Indonesia village uses ghosts to spook locals into coronavirus lockdown

Indonesia village uses ghosts to spook locals into coronavirus lockdown
Indonesia is taking coronavirus curfew measures to a whole new level.
2 min read
13 April, 2020
Pocong are ghosts dressed in white shrouds [Getty-file photo]
Activists in one Indonesian village have found a novel way to enforce a semi-official coronavirus lockdown.

Taking advantage of widespread fears about ghosts, volunteers have deployed spirits to haunt the streets of a superstitious village on Java island, Reuters has reported.

The small army of ghosts have been largely successful in keeping villagers indoors, as local authorities encourage citizens to practice social distancing to curb the spread of Covid-19.

The white shrouded figures are known to pounce on unsuspecting villagers who break the nightime curfew in Kepuh.

Despite fears about the recent sightings of ghostly apparitions, the figures are anything but supernatural.

"We wanted to be different and create a deterrent effect because 'pocong' are spooky and scary," Anjar Pancaningtyas told the news agency.

The pocong are a type of ghost who don white shrouds.
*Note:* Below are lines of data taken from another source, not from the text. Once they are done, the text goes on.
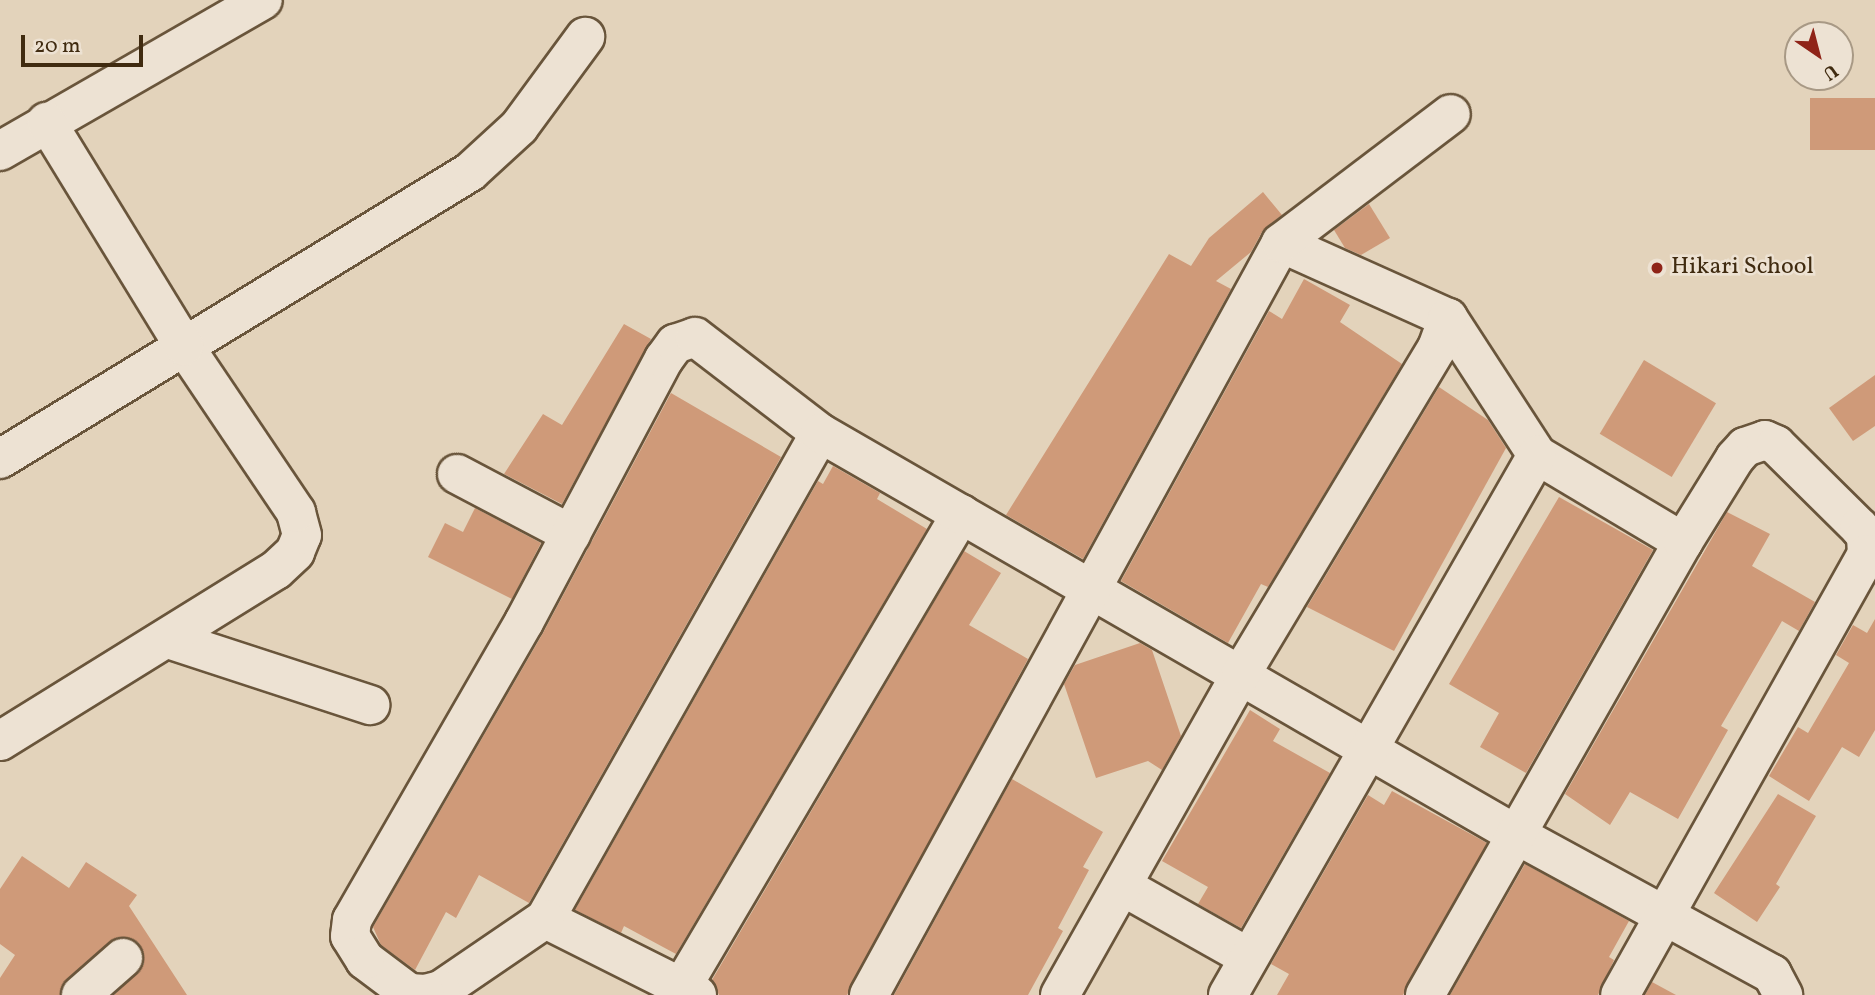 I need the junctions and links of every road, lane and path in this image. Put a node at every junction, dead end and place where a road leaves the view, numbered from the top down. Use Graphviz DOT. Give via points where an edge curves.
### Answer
graph roads {
  1 [pos="263,0"];
  2 [pos="585,37"];
  3 [pos="1451,114"];
  4 [pos="47,122"];
  5 [pos="0,151"];
  6 [pos="1281,243"];
  7 [pos="1448,318"];
  8 [pos="184,346"];
  9 [pos="820,433"];
  10 [pos="1537,455"];
  11 [pos="0,460"];
  12 [pos="457,474"];
  13 [pos="961,514"];
  14 [pos="571,534"];
  15 [pos="1683,542"];
  16 [pos="1088,590"];
  17 [pos="168,639"];
  18 [pos="1241,674"];
  19 [pos="370,705"];
  20 [pos="0,741"];
  21 [pos="1371,747"];
  22 [pos="1516,834"];
  23 [pos="1122,886"];
  24 [pos="1666,914"];
  25 [pos="545,919"];
  26 [pos="1248,957"];
  27 [pos="123,958"];
  28 [pos="688,992"];
  29 [pos="81,995"];
  30 [pos="869,995"];
  31 [pos="1060,995"];
  32 [pos="1228,995"];
  33 [pos="1425,995"];
  34 [pos="1620,995"];
  35 [pos="1783,995"];
  1 -- 4 [label="street"];
  2 -- 8 [label="street" via="519,127 470,172"];
  3 -- 6 [label="street"];
  4 -- 5 [label="street"];
  4 -- 8 [label="street"];
  6 -- 7 [label="street"];
  6 -- 16 [label="street"];
  7 -- 10 [label="street"];
  7 -- 18 [label="street" via="1437,348"];
  8 -- 11 [label="street"];
  8 -- 17 [label="street" via="296,512 302,535 295,551 276,570"];
  9 -- 13 [label="street"];
  9 -- 14 [label="street" via="695,337 683,340 664,359"];
  9 -- 25 [label="street"];
  10 -- 15 [label="street"];
  10 -- 21 [label="street"];
  12 -- 14 [label="street"];
  13 -- 16 [label="street"];
  13 -- 28 [label="street"];
  14 -- 25 [label="street" via="352,920 350,936 365,960 409,992 425,994 441,990"];
  15 -- 22 [label="street"];
  15 -- 24 [label="street" via="1735,458 1745,447 1765,440 1776,445 1859,527 1869,544 1864,564"];
  16 -- 18 [label="street"];
  16 -- 30 [label="street"];
  17 -- 19 [label="street"];
  17 -- 20 [label="street"];
  18 -- 21 [label="street"];
  18 -- 23 [label="street"];
  21 -- 22 [label="street"];
  21 -- 26 [label="street"];
  22 -- 24 [label="street"];
  22 -- 33 [label="street"];
  23 -- 26 [label="street"];
  23 -- 31 [label="street"];
  24 -- 34 [label="street"];
  24 -- 35 [label="street" via="1772,974"];
  25 -- 28 [label="street"];
  26 -- 32 [label="street"];
  27 -- 29 [label="street"];
}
It is a look replicated by members of the youth group in Kepuh, as they try and keep people off the street for their own safety.

The plan comes after a spike of Covid-19 cases in the country, with many blaming inaction by the government for the epidemic.

Indonesia has seen 4,457 reported cases of coronavirus with 399 deaths, but medical experts fear as many as 140,000 people could die from the disease by May unless stricter measures are put in place.

The lack of urgency from authorities to act appears to have endowed much of the population with a sense of complacency about the disease.

"Residents still lack awareness about how to curb the spread of Covid-19 disease," a village leader told Reuters.

"They want to live like normal so it is very difficult for them to follow the instruction to stay at home."

Volunteers in Kepuh now take turns to dress as the spirits and wander the streets enforcing the local lockdown. So far, it seems to be working.

"Since the pocong appeared, parents and children have not left their homes," a resident told the news agency.

"And people will not gather or stay on the streets after evening prayers."